Collected data:
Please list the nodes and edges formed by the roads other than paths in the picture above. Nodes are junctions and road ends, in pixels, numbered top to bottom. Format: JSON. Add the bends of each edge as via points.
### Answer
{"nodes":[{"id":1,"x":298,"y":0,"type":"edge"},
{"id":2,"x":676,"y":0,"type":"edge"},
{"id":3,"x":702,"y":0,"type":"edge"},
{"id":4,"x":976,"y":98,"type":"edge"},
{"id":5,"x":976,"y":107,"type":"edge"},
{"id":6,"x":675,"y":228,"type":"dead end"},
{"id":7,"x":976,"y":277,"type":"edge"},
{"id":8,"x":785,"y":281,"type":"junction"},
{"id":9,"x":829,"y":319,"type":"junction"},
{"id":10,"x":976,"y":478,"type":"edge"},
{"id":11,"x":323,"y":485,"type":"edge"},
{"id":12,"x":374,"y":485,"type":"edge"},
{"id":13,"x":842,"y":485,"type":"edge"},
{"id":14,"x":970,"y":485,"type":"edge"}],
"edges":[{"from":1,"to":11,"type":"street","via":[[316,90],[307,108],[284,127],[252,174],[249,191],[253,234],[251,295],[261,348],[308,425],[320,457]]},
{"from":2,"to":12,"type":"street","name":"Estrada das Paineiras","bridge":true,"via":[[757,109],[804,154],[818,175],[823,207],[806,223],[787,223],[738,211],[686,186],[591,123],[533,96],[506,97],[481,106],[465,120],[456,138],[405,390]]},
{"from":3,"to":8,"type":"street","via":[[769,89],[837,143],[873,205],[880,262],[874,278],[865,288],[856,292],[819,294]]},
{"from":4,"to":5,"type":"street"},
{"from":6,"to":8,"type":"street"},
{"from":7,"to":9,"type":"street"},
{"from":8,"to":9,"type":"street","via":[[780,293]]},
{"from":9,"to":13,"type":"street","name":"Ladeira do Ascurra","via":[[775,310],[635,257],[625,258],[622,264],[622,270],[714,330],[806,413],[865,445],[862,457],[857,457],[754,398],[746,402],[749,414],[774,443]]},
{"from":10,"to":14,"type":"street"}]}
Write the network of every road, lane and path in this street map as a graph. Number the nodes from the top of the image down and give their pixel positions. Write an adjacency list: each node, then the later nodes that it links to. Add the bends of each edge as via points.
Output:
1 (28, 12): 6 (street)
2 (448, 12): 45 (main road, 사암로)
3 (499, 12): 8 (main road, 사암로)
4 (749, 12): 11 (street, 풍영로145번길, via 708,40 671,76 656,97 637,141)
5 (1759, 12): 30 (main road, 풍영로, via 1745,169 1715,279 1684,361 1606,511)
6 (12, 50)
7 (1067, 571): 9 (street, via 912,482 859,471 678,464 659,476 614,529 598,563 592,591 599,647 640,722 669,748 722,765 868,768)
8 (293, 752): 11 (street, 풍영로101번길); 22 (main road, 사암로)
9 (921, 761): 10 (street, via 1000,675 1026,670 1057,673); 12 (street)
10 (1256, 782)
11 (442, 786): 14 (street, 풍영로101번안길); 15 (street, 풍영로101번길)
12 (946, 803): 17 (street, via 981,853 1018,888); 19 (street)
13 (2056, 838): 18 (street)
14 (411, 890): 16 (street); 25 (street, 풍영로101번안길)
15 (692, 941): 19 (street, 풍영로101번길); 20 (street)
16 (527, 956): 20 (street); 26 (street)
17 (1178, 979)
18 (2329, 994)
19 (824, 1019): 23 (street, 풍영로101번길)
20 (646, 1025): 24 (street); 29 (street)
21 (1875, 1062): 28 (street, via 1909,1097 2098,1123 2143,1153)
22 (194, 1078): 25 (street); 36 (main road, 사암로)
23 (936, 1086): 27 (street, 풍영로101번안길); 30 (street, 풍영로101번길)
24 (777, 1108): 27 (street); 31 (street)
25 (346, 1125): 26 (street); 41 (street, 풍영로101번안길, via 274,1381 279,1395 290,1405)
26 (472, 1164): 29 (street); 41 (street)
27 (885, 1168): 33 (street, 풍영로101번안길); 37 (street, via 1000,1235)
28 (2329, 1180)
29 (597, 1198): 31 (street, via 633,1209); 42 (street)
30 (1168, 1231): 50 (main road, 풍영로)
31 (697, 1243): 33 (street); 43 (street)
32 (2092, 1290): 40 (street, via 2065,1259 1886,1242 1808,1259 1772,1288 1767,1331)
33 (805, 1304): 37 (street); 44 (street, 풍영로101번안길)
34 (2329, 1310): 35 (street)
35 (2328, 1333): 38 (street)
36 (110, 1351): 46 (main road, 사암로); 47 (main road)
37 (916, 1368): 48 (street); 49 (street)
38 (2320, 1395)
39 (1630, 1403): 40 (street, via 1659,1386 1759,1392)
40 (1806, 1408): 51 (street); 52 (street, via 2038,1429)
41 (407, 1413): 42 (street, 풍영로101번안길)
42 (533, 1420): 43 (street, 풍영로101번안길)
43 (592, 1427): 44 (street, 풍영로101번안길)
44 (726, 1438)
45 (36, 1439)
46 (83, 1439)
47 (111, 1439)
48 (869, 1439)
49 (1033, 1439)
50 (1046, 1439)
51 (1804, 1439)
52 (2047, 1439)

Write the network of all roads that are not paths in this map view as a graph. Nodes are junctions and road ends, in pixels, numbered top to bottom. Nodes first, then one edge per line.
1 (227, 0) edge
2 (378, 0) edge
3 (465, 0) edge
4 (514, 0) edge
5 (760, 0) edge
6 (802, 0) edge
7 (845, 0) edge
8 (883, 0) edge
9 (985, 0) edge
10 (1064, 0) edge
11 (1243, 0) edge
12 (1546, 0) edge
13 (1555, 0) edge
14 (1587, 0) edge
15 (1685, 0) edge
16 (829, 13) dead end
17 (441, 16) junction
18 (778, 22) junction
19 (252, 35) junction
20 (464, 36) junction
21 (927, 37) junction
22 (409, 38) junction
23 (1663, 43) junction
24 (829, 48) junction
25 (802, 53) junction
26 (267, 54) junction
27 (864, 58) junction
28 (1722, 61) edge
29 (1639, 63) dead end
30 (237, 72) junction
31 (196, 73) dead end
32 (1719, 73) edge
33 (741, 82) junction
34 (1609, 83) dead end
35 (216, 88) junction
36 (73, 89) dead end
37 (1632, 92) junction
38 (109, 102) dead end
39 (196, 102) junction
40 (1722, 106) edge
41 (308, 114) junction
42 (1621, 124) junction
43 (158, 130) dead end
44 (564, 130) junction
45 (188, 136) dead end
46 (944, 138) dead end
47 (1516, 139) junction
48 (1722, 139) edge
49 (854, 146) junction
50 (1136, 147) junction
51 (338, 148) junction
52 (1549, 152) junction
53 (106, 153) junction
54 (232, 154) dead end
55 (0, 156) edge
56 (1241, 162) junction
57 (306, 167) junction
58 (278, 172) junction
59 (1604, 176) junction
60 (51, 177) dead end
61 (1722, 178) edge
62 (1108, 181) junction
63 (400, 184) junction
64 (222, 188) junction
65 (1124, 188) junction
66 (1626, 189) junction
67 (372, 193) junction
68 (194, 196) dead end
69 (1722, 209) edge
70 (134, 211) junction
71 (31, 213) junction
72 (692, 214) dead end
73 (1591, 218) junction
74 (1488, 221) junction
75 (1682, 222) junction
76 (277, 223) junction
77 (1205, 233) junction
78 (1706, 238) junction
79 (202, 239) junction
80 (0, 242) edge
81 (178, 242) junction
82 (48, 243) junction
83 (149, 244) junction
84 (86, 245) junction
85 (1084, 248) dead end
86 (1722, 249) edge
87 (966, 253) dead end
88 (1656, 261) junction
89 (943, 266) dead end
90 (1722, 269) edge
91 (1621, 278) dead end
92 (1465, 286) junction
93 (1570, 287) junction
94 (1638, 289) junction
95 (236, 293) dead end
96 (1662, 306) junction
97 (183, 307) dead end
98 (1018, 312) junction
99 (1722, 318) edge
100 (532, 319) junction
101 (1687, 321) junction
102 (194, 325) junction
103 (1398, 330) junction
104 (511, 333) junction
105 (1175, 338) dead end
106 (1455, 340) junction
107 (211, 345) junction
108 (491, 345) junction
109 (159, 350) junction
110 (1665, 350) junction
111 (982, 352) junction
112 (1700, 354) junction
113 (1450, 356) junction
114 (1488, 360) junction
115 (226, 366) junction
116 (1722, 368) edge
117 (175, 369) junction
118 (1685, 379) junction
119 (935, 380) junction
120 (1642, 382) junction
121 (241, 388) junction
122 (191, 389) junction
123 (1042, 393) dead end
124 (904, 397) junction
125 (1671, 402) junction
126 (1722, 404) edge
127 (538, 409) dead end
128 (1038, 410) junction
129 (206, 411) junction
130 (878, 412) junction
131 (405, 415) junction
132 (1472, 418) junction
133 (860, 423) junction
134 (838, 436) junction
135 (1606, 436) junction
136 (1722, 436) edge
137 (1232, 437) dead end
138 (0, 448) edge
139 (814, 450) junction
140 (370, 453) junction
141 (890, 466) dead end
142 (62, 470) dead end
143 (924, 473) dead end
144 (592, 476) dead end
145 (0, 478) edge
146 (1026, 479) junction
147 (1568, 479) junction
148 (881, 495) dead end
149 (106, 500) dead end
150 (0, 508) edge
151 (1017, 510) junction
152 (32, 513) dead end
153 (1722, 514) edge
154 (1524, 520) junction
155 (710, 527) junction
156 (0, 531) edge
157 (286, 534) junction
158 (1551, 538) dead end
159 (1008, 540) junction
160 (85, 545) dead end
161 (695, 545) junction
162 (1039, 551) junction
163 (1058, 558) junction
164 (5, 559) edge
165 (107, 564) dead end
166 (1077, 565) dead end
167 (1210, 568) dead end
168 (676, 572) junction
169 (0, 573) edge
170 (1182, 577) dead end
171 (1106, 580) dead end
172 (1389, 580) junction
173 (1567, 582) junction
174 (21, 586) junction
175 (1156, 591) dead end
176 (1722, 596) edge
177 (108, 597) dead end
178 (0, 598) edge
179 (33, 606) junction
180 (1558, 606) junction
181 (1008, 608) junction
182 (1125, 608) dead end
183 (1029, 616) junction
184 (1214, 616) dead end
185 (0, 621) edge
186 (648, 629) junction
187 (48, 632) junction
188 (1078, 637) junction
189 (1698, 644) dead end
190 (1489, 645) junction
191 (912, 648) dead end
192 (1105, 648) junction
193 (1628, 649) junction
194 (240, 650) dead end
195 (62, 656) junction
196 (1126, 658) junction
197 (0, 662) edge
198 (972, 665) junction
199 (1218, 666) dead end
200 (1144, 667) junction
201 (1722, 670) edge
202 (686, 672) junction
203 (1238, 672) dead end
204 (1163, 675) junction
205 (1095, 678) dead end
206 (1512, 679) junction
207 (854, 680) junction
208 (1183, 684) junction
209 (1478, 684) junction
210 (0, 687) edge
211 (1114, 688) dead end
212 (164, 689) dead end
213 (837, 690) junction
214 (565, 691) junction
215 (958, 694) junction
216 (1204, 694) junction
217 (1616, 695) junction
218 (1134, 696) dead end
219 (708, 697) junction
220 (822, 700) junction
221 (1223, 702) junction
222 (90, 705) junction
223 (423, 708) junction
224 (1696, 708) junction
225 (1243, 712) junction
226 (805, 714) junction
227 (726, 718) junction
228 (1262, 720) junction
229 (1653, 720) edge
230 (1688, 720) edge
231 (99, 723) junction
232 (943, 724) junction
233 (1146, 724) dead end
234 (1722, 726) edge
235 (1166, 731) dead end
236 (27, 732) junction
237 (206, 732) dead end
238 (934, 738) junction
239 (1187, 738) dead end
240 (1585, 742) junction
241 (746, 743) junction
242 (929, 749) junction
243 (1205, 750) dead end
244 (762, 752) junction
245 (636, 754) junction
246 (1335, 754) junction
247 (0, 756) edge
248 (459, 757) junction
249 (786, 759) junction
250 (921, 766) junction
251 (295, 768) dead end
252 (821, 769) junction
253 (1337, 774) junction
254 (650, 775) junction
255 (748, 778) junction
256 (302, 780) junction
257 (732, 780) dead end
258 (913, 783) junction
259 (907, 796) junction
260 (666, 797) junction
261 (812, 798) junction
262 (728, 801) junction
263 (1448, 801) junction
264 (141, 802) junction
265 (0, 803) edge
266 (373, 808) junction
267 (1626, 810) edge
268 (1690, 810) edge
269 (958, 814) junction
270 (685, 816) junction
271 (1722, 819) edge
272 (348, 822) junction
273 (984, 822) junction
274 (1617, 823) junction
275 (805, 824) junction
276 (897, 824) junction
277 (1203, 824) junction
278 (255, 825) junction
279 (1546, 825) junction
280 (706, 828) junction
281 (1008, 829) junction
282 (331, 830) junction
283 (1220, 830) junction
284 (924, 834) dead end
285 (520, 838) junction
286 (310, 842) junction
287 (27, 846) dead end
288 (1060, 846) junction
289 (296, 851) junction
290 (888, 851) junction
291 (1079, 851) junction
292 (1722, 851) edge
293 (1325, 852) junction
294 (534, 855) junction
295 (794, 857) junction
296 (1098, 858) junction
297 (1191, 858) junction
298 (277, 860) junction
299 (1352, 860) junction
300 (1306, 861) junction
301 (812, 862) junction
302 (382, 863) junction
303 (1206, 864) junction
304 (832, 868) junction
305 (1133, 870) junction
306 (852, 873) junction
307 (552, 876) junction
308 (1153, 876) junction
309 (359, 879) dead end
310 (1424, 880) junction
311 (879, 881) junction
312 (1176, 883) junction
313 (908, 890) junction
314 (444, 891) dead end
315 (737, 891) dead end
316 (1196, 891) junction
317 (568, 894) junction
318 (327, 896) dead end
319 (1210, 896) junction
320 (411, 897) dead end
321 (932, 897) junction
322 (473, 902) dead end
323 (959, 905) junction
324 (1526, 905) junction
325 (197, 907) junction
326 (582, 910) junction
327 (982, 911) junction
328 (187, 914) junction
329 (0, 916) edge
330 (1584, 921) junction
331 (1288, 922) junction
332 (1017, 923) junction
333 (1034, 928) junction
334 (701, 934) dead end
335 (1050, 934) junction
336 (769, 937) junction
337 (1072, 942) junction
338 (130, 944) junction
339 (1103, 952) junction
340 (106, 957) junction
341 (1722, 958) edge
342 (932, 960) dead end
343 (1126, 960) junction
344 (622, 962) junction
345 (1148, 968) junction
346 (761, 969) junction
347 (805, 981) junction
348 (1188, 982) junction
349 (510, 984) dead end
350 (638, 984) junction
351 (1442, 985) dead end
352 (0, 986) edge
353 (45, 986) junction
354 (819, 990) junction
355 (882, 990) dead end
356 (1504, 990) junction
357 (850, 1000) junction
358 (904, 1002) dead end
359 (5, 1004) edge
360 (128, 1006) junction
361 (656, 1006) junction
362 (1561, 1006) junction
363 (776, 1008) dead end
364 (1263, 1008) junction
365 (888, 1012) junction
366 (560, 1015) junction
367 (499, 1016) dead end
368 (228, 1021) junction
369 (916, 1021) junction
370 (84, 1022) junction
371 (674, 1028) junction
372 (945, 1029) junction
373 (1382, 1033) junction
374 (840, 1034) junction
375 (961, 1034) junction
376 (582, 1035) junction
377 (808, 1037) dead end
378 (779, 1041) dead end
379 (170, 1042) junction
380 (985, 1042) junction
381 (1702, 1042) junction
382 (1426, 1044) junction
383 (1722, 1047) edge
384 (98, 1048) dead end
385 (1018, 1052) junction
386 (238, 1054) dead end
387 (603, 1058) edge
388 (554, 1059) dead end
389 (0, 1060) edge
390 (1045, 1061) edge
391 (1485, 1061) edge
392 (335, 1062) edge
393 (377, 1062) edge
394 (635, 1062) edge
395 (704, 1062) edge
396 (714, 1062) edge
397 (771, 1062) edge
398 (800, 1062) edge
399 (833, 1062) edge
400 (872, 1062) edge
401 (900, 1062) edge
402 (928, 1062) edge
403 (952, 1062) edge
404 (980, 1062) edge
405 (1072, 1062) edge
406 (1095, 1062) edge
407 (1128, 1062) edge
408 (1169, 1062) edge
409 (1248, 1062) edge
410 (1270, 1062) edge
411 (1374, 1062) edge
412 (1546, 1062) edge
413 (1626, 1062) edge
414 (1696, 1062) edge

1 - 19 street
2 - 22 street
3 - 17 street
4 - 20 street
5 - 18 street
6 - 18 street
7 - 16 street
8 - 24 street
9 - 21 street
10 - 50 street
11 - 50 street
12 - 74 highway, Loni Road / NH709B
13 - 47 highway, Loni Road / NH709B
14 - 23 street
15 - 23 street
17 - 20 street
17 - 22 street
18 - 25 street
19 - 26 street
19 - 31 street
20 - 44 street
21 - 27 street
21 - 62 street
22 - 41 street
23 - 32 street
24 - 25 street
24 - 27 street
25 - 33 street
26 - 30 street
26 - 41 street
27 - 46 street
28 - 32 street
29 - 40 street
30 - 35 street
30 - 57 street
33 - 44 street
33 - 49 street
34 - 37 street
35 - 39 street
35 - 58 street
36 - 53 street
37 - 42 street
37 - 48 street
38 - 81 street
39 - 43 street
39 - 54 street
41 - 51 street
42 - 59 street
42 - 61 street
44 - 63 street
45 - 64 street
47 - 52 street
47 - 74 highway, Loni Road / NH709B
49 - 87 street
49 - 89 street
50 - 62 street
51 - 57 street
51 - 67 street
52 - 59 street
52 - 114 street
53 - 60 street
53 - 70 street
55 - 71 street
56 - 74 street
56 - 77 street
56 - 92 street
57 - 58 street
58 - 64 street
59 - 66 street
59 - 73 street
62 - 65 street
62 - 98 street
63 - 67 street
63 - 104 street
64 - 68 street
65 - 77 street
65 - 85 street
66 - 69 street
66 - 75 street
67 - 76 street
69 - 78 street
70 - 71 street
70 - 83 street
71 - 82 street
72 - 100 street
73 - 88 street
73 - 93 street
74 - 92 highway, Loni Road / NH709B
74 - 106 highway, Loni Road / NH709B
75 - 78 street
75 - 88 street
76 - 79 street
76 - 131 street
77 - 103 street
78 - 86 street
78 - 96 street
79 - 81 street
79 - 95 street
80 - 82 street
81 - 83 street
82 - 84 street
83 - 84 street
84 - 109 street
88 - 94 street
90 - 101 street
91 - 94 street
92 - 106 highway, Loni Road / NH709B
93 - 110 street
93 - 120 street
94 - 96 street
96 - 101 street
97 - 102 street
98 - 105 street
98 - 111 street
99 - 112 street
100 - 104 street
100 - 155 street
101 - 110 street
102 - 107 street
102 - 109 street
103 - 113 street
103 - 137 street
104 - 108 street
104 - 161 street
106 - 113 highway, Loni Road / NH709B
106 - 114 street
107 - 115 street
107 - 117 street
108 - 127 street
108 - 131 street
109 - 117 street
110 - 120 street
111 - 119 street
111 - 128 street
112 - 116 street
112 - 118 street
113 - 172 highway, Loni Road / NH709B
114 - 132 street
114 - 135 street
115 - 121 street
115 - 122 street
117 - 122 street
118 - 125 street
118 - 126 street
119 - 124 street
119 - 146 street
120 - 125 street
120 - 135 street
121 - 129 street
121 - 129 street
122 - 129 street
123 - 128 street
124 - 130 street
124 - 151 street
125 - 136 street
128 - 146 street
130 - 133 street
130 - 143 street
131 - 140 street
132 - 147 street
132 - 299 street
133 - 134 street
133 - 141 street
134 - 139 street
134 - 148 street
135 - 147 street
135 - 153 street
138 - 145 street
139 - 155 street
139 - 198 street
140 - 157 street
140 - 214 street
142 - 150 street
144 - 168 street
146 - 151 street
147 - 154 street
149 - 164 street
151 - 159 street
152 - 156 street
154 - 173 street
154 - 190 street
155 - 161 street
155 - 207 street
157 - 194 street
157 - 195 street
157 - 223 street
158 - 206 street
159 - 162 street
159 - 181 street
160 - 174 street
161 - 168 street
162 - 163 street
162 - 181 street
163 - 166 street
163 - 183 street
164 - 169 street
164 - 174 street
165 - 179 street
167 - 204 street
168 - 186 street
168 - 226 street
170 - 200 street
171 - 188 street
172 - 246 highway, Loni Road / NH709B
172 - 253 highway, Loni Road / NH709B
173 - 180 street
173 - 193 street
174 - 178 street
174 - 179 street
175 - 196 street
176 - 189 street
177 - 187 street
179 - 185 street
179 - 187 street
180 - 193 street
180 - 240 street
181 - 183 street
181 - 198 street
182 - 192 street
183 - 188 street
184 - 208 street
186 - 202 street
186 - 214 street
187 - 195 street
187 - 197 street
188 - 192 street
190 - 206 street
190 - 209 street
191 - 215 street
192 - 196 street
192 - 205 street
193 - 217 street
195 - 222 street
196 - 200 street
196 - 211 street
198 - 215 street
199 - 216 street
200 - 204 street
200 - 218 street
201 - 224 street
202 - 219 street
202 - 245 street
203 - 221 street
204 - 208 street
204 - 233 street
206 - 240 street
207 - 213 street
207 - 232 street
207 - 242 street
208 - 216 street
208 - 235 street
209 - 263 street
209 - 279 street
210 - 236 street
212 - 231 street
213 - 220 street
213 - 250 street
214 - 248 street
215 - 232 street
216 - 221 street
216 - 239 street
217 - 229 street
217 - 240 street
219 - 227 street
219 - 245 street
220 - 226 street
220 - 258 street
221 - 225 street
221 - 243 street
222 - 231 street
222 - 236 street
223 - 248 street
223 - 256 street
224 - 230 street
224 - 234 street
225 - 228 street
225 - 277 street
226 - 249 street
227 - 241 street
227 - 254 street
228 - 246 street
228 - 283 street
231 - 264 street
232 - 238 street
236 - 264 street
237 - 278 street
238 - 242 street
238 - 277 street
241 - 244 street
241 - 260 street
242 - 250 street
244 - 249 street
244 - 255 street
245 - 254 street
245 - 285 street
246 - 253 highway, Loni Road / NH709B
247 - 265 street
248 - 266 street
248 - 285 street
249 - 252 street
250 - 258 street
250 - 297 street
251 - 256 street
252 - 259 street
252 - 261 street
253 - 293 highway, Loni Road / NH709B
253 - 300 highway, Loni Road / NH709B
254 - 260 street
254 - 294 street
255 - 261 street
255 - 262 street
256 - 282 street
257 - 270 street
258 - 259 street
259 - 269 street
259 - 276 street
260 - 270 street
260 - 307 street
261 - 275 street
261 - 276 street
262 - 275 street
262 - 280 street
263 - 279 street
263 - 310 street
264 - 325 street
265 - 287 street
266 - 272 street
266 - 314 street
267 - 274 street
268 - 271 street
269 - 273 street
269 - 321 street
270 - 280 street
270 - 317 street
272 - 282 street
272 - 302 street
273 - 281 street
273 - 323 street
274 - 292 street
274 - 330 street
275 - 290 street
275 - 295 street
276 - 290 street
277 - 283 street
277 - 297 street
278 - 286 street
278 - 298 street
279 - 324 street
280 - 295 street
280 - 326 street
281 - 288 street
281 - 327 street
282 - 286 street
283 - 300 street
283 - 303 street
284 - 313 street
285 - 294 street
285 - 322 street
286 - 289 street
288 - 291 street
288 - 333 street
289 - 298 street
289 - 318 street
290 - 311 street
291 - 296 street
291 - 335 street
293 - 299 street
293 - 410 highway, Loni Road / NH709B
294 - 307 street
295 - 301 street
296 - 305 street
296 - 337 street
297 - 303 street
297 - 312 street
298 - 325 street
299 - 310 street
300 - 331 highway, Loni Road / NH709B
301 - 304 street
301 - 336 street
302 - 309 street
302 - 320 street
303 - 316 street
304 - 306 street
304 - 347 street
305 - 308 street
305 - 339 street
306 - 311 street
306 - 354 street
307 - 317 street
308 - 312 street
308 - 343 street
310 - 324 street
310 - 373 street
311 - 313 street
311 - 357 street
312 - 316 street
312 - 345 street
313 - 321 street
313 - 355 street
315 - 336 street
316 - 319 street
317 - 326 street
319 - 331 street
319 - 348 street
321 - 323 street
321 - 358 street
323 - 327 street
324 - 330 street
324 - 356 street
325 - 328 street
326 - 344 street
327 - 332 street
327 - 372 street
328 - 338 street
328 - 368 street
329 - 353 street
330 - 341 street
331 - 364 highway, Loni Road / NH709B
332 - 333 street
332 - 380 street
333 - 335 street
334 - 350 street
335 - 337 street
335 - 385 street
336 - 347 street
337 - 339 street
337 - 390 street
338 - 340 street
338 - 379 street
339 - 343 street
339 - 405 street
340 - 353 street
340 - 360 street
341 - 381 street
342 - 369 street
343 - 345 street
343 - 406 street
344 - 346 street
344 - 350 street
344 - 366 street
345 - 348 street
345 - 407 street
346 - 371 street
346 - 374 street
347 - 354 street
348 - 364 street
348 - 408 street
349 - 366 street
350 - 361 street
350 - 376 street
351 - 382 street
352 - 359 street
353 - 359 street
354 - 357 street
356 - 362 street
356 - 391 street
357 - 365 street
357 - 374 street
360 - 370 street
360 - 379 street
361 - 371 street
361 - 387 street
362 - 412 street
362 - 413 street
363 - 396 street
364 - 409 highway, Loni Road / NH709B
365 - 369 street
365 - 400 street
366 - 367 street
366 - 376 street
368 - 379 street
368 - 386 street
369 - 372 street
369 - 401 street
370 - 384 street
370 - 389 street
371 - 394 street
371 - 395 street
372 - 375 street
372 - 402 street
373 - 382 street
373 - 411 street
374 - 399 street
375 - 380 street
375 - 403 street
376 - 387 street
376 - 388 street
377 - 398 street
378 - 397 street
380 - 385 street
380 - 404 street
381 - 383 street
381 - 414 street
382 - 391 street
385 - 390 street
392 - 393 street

What you have to do
Lines containing "roads": tally them across the records above and give the total alone.

Task response
2